__MATERIAL FOR THIS EXERCISE__
--- START ---

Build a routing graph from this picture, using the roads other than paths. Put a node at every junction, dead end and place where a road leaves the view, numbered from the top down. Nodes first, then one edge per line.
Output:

--- END ---
--- START ---

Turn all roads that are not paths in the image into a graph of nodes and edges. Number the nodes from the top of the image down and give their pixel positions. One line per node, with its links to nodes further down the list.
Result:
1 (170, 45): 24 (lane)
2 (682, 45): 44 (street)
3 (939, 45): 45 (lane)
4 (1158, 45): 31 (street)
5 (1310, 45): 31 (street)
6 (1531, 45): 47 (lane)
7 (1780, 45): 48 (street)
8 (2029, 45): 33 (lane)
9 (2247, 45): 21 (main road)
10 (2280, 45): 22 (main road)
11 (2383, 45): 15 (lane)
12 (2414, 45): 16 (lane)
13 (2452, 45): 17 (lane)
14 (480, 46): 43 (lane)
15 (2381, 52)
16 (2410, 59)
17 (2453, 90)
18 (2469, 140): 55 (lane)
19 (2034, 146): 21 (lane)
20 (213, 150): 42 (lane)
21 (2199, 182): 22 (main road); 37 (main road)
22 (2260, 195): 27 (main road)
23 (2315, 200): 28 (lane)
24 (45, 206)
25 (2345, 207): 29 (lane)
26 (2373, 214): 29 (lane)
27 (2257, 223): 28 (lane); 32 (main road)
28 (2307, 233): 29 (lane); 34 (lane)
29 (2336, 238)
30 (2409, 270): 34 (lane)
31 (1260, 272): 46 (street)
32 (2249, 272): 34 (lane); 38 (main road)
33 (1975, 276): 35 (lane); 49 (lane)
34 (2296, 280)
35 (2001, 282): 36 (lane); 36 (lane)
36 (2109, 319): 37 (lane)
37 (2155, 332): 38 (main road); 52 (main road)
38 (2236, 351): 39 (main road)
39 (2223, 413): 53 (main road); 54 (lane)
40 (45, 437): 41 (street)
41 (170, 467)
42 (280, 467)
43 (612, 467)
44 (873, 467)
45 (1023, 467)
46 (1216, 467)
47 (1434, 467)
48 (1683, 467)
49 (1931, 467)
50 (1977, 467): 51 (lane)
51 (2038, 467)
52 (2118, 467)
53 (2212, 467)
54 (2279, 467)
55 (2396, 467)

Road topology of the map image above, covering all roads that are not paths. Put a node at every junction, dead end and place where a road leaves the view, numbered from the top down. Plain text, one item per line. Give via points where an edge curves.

--- END ---
--- START ---

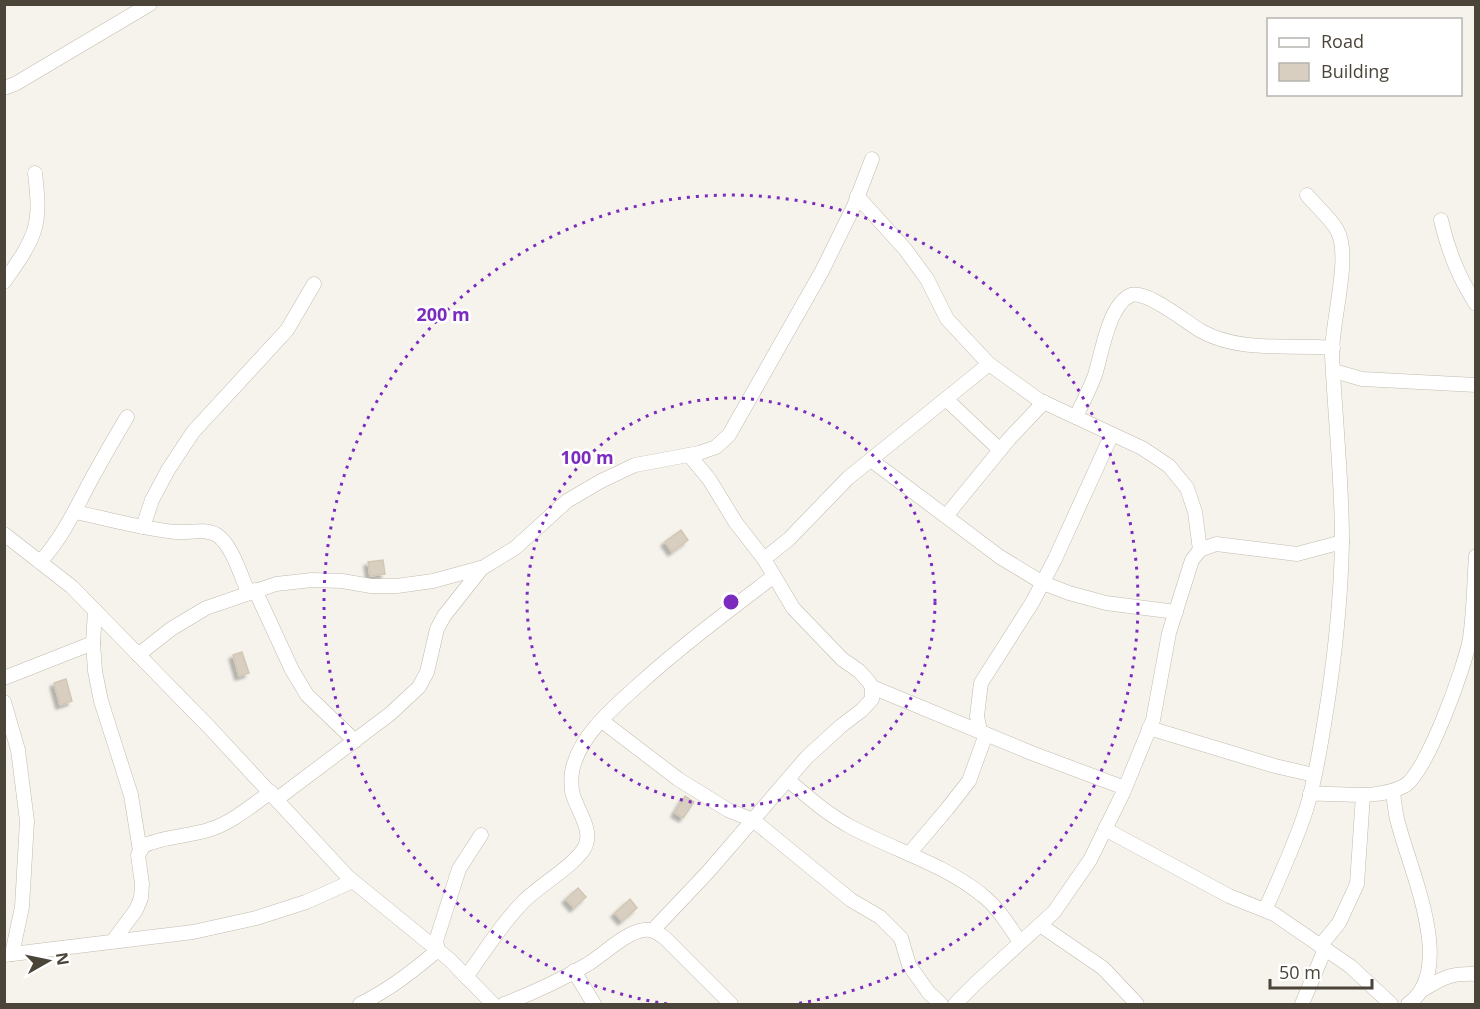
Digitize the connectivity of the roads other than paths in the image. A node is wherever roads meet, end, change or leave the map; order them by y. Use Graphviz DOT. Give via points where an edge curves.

--- END ---

__ASSIGNMENT__
Only the lines above from the line containing "Turn all roads" through the line containing "Road topology of" should be retyped, exactly and with both ends included.

__RESPONSE__
Turn all roads that are not paths in the image into a graph of nodes and edges. Number the nodes from the top of the image down and give their pixel positions. One line per node, with its links to nodes further down the list.
Result:
1 (170, 45): 24 (lane)
2 (682, 45): 44 (street)
3 (939, 45): 45 (lane)
4 (1158, 45): 31 (street)
5 (1310, 45): 31 (street)
6 (1531, 45): 47 (lane)
7 (1780, 45): 48 (street)
8 (2029, 45): 33 (lane)
9 (2247, 45): 21 (main road)
10 (2280, 45): 22 (main road)
11 (2383, 45): 15 (lane)
12 (2414, 45): 16 (lane)
13 (2452, 45): 17 (lane)
14 (480, 46): 43 (lane)
15 (2381, 52)
16 (2410, 59)
17 (2453, 90)
18 (2469, 140): 55 (lane)
19 (2034, 146): 21 (lane)
20 (213, 150): 42 (lane)
21 (2199, 182): 22 (main road); 37 (main road)
22 (2260, 195): 27 (main road)
23 (2315, 200): 28 (lane)
24 (45, 206)
25 (2345, 207): 29 (lane)
26 (2373, 214): 29 (lane)
27 (2257, 223): 28 (lane); 32 (main road)
28 (2307, 233): 29 (lane); 34 (lane)
29 (2336, 238)
30 (2409, 270): 34 (lane)
31 (1260, 272): 46 (street)
32 (2249, 272): 34 (lane); 38 (main road)
33 (1975, 276): 35 (lane); 49 (lane)
34 (2296, 280)
35 (2001, 282): 36 (lane); 36 (lane)
36 (2109, 319): 37 (lane)
37 (2155, 332): 38 (main road); 52 (main road)
38 (2236, 351): 39 (main road)
39 (2223, 413): 53 (main road); 54 (lane)
40 (45, 437): 41 (street)
41 (170, 467)
42 (280, 467)
43 (612, 467)
44 (873, 467)
45 (1023, 467)
46 (1216, 467)
47 (1434, 467)
48 (1683, 467)
49 (1931, 467)
50 (1977, 467): 51 (lane)
51 (2038, 467)
52 (2118, 467)
53 (2212, 467)
54 (2279, 467)
55 (2396, 467)

Road topology of the map image above, covering all roads that are not paths. Put a node at every junction, dead end and place where a road leaves the view, numbered from the top down. Plain text, one item per line. Give via points where an edge curves.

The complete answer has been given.